TO DO – Search the data for the word "roads" and copy every line that contains it.

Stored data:

━━━━━━━━

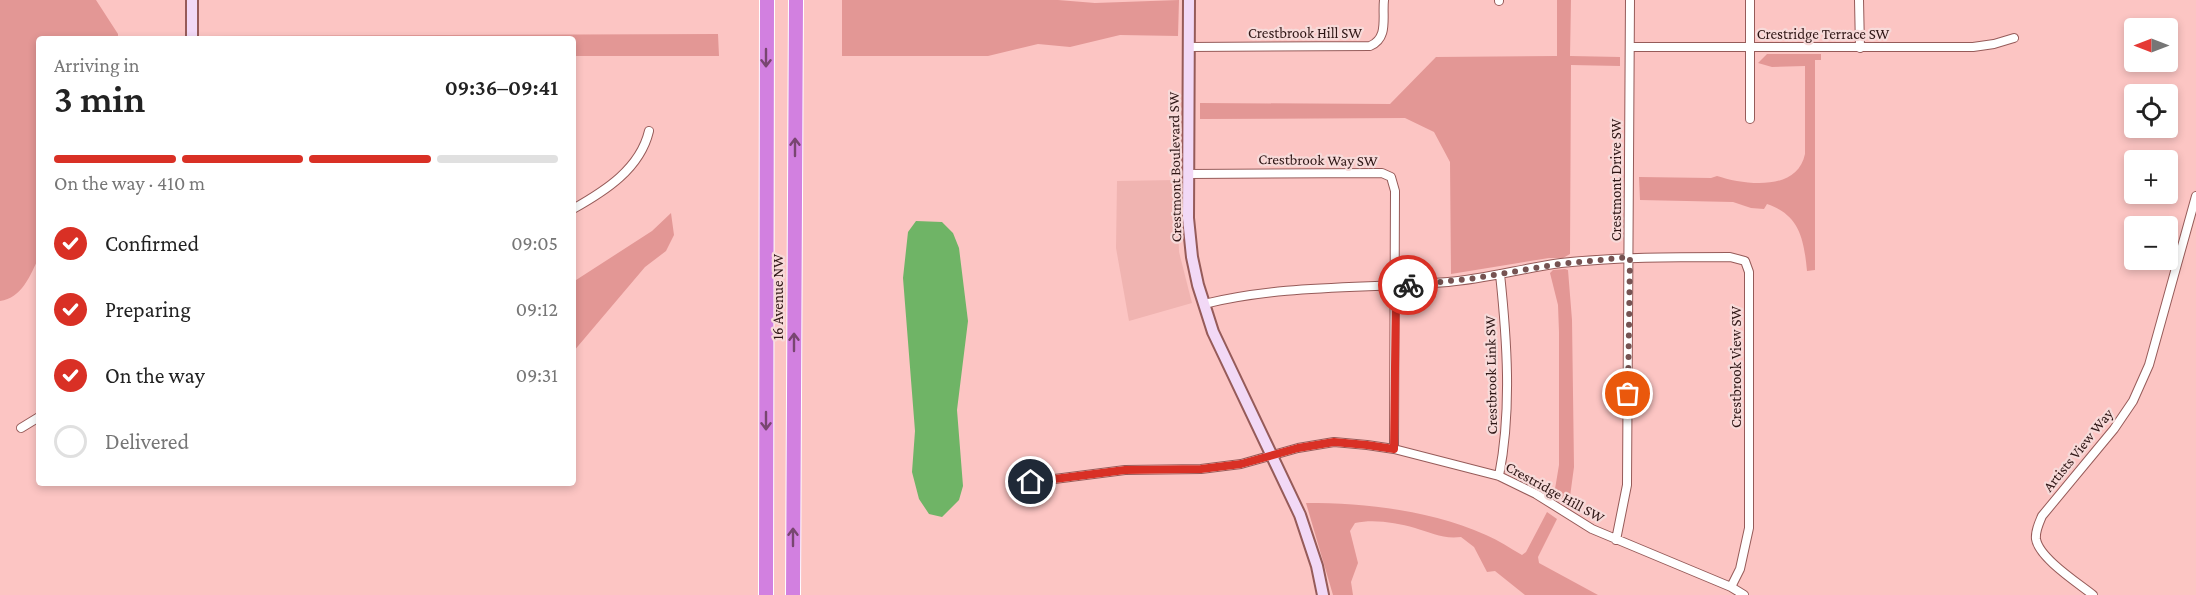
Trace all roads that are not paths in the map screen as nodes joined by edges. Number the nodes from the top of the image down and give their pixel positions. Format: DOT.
graph roads {
  1 [pos="192,0"];
  2 [pos="766,0"];
  3 [pos="796,0"];
  4 [pos="1189,0"];
  5 [pos="1384,0"];
  6 [pos="1630,0"];
  7 [pos="1750,0"];
  8 [pos="1859,0"];
  9 [pos="192,36"];
  10 [pos="2014,38"];
  11 [pos="1189,47"];
  12 [pos="1630,47"];
  13 [pos="1749,47"];
  14 [pos="1860,48"];
  15 [pos="1750,119"];
  16 [pos="649,131"];
  17 [pos="1188,174"];
  18 [pos="2196,196"];
  19 [pos="576,207"];
  20 [pos="1630,257"];
  21 [pos="1500,274"];
  22 [pos="1396,286"];
  23 [pos="1204,304"];
  24 [pos="36,419"];
  25 [pos="21,428"];
  26 [pos="1394,449"];
  27 [pos="1273,457"];
  28 [pos="1499,476"];
  29 [pos="1031,482"];
  30 [pos="1617,540"];
  31 [pos="1731,586"];
  32 [pos="766,595"];
  33 [pos="793,595"];
  34 [pos="1323,595"];
  35 [pos="1744,595"];
  36 [pos="2093,595"];
  1 -- 9 [label="street"];
  2 -- 32 [label="highway, 16 Avenue NW, one-way"];
  33 -- 3 [label="highway, 16 Avenue NW, one-way"];
  4 -- 11 [label="street, Crestmont Boulevard SW"];
  5 -- 11 [label="street, Crestbrook Hill SW"];
  6 -- 12 [label="street, Crestmont Drive SW"];
  7 -- 13 [label="street"];
  8 -- 14 [label="street"];
  10 -- 14 [label="street, Crestridge Terrace SW"];
  11 -- 17 [label="street, Crestmont Boulevard SW"];
  12 -- 13 [label="street, Crestridge Terrace SW"];
  12 -- 20 [label="street, Crestmont Drive SW"];
  13 -- 14 [label="street, Crestridge Terrace SW"];
  13 -- 15 [label="street"];
  16 -- 19 [label="street"];
  17 -- 22 [label="street, Crestbrook Way SW"];
  17 -- 23 [label="street, Crestmont Boulevard SW"];
  18 -- 36 [label="street, Artists View Way"];
  20 -- 21 [label="street"];
  20 -- 30 [label="street, Crestmont Drive SW"];
  20 -- 31 [label="street, Crestbrook View SW"];
  21 -- 22 [label="street"];
  21 -- 28 [label="street, Crestbrook Link SW"];
  22 -- 23 [label="street"];
  22 -- 26 [label="street, Crestbrook Way SW"];
  23 -- 27 [label="street, Crestmont Boulevard SW"];
  24 -- 25 [label="street"];
  26 -- 27 [label="street, Crestridge Hill SW"];
  26 -- 28 [label="street, Crestridge Hill SW"];
  27 -- 29 [label="street, Crestridge Hill SW"];
  27 -- 34 [label="street, Crestmont Boulevard SW"];
  28 -- 30 [label="street, Crestridge Hill SW"];
  30 -- 31 [label="street, Crestridge Hill SW"];
  31 -- 35 [label="street, Crestridge Hill SW"];
}
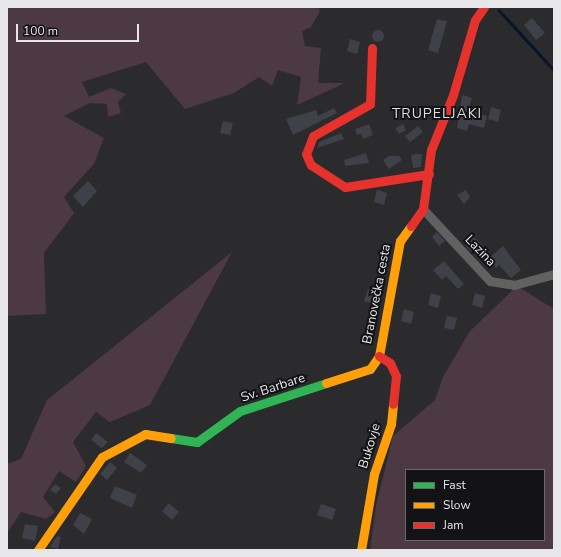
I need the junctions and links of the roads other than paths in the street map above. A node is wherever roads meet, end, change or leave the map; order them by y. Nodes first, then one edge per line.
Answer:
1 (484, 7) edge
2 (372, 48) dead end
3 (429, 174) junction
4 (423, 209) junction
5 (554, 274) edge
6 (379, 356) junction
7 (38, 550) edge
8 (361, 550) edge

1 - 3 street, Branovečka cesta
2 - 3 street
3 - 4 street, Branovečka cesta
4 - 5 street, Lazina
4 - 6 street, Branovečka cesta
6 - 7 street, Sv. Barbare
6 - 8 street, Bukovje

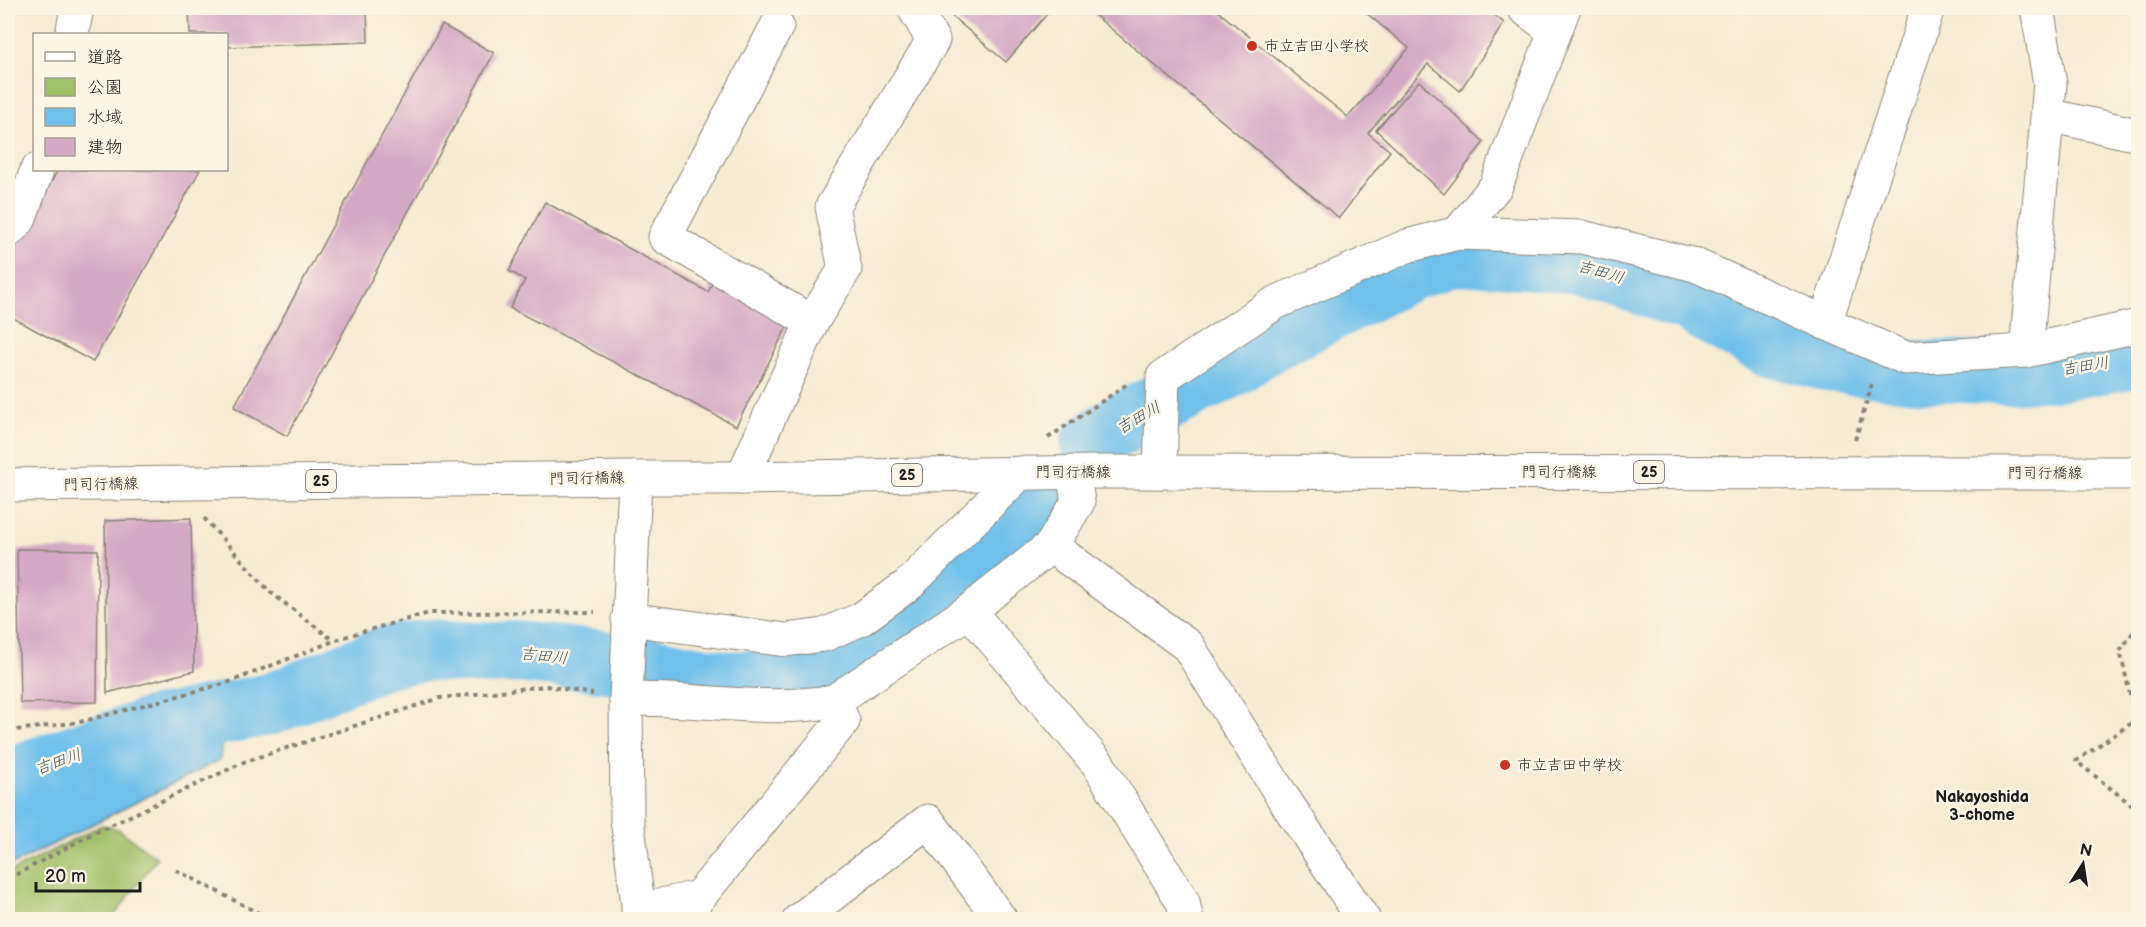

━━━━━━━━

WRITTEN RESPONSE –
Trace all roads that are not paths in the map screen as nodes joined by edges. Number the nodes from the top of the image down and give their pixel positions. Format: DOT.
graph roads {
I need the junctions and links of the roads other than paths in the street map above. A node is wherever roads meet, end, change or leave the map; order them by y. Nodes first, then one edge per line.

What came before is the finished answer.